= Beginning of Section =

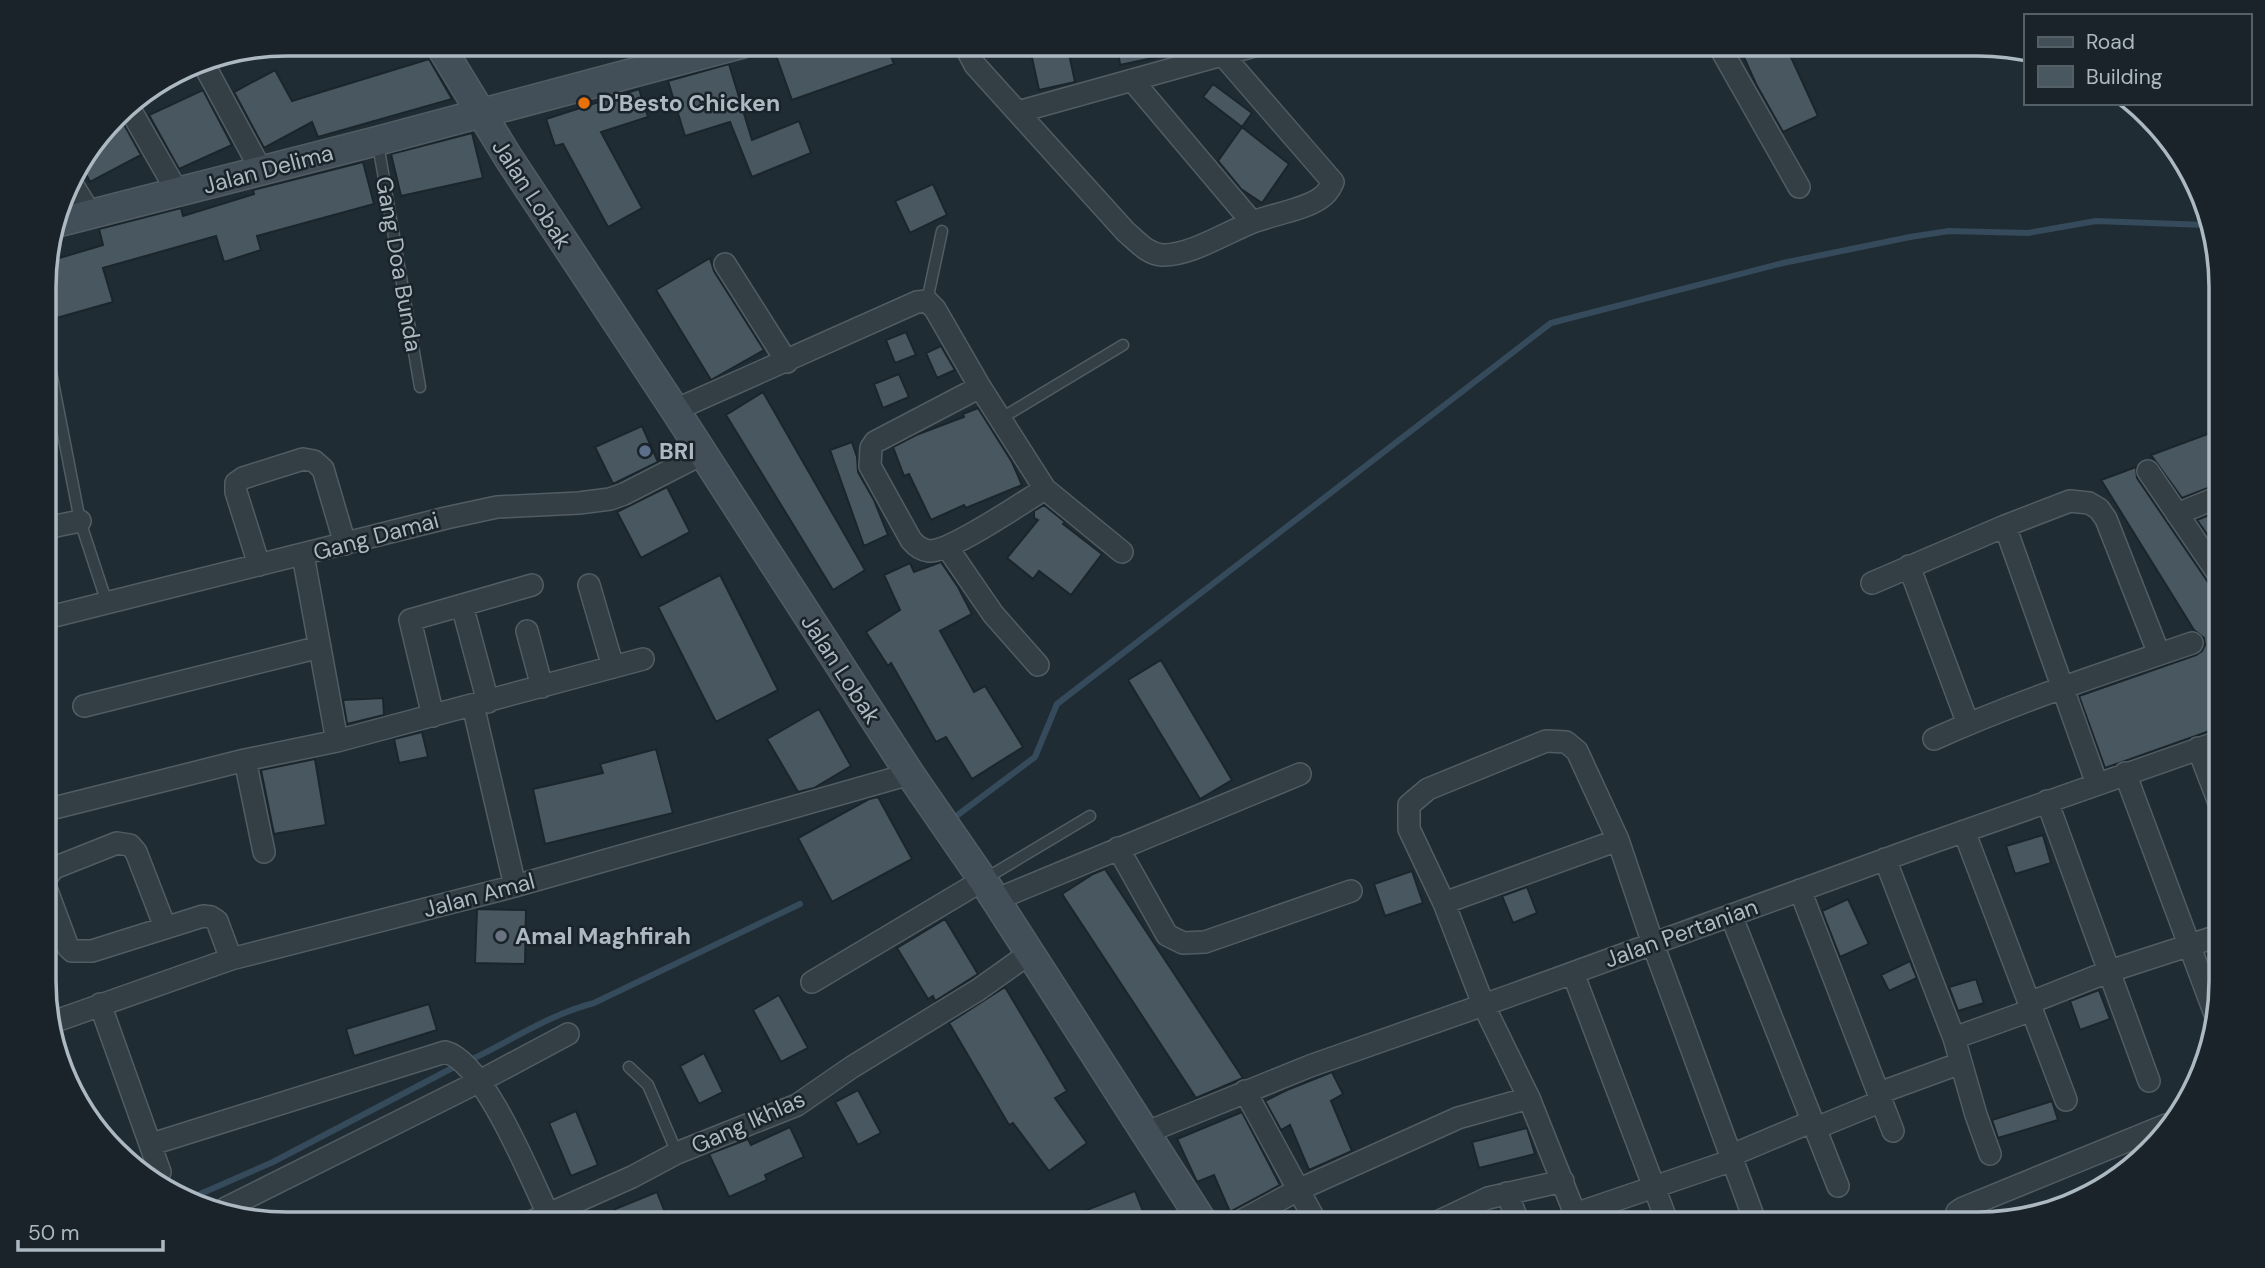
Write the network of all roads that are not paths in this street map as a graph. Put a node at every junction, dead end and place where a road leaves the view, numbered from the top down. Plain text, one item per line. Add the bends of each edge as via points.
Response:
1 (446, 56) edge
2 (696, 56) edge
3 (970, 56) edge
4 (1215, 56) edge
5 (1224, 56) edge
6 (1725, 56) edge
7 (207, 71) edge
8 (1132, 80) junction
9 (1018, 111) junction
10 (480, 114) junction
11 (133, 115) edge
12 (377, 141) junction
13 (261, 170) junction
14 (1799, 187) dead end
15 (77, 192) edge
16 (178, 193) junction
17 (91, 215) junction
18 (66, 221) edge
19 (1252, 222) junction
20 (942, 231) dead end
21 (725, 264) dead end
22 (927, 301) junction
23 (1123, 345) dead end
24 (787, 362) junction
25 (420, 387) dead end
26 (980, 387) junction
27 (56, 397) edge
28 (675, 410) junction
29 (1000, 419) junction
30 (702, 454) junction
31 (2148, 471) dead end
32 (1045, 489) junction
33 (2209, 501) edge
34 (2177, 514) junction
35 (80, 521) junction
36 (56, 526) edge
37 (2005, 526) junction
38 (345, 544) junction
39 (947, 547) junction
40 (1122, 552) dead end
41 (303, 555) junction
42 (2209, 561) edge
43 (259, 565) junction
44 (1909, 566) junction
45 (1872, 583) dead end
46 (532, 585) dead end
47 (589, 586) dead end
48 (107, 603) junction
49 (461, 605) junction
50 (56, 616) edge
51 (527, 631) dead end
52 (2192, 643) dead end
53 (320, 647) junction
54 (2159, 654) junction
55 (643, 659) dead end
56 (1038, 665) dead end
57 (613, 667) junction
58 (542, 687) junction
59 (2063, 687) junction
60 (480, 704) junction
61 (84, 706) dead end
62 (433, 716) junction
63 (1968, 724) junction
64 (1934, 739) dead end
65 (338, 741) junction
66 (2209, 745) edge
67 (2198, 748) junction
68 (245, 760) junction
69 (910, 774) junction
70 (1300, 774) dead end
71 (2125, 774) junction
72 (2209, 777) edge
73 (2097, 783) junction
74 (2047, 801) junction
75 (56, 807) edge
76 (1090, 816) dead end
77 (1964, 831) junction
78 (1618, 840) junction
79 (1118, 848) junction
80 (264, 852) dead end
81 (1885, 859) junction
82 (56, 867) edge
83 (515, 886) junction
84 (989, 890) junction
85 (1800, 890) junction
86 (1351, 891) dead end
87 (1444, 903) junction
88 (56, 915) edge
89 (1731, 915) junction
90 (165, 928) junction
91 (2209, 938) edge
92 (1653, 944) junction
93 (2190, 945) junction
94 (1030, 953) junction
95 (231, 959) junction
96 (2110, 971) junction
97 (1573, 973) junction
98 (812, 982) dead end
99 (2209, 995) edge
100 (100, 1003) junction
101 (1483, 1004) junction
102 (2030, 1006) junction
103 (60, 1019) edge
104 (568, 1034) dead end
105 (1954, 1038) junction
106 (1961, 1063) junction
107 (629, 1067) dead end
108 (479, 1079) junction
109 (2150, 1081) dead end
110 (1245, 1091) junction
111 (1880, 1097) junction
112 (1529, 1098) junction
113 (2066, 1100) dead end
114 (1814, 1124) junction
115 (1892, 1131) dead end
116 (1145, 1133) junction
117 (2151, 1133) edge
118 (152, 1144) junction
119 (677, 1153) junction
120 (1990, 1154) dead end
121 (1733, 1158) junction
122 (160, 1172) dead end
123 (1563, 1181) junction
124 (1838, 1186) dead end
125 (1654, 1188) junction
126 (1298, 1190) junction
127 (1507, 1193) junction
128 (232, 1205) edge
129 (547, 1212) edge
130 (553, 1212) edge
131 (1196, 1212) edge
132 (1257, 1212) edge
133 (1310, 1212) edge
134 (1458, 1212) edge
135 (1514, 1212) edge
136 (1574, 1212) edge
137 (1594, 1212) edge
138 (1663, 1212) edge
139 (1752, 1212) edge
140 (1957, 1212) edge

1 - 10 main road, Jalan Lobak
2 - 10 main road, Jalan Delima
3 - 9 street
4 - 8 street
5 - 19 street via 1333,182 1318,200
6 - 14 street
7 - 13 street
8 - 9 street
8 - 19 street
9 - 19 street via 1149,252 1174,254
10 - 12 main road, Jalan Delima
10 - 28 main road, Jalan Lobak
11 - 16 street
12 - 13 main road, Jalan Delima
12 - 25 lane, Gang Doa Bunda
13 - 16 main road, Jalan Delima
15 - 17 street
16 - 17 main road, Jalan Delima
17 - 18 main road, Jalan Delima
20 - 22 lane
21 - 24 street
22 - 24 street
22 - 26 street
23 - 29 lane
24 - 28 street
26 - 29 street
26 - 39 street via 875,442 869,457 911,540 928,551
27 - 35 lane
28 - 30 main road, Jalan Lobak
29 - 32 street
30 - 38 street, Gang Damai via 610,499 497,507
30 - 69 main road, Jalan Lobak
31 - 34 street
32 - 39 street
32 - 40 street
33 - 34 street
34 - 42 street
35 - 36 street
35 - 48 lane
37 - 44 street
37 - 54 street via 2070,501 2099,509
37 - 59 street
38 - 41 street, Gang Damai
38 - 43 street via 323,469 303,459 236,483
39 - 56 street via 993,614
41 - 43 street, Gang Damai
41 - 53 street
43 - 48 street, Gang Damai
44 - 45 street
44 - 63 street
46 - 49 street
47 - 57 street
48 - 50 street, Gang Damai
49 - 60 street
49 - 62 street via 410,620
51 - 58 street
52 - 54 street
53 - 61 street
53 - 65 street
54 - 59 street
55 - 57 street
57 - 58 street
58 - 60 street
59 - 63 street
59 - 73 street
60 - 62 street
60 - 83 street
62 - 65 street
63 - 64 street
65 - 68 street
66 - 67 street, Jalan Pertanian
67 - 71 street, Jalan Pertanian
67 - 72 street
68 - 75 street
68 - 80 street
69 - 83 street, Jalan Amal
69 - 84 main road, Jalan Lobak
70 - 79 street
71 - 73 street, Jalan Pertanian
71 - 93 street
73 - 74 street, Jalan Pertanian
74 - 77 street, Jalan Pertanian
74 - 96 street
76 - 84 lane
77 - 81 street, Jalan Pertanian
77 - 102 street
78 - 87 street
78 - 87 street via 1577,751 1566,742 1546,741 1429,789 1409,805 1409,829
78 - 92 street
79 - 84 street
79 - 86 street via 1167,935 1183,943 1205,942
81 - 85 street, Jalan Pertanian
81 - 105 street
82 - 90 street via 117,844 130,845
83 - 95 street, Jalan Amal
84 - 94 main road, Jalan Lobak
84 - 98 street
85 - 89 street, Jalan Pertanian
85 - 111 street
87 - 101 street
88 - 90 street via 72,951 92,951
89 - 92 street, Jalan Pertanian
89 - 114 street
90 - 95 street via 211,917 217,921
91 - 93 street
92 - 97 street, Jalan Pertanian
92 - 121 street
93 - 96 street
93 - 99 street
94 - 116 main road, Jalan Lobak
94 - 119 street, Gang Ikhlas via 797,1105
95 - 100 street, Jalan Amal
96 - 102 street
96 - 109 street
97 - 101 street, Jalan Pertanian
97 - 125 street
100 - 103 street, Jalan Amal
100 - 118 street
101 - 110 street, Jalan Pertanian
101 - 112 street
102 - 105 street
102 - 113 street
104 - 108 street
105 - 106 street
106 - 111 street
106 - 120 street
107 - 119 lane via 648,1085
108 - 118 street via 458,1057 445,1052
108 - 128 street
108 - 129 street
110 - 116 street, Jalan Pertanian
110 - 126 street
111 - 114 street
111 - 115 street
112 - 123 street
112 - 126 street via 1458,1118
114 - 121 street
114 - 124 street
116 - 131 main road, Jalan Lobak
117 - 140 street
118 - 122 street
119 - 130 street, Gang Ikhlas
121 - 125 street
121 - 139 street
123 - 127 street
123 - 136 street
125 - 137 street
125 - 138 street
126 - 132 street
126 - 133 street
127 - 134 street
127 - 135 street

= End of Section =

_THE TASK_
For this exercise, return every line from the data that holds the string "Gang".

_RESPONSE_
12 - 25 lane, Gang Doa Bunda
30 - 38 street, Gang Damai via 610,499 497,507
38 - 41 street, Gang Damai
41 - 43 street, Gang Damai
43 - 48 street, Gang Damai
48 - 50 street, Gang Damai
94 - 119 street, Gang Ikhlas via 797,1105
119 - 130 street, Gang Ikhlas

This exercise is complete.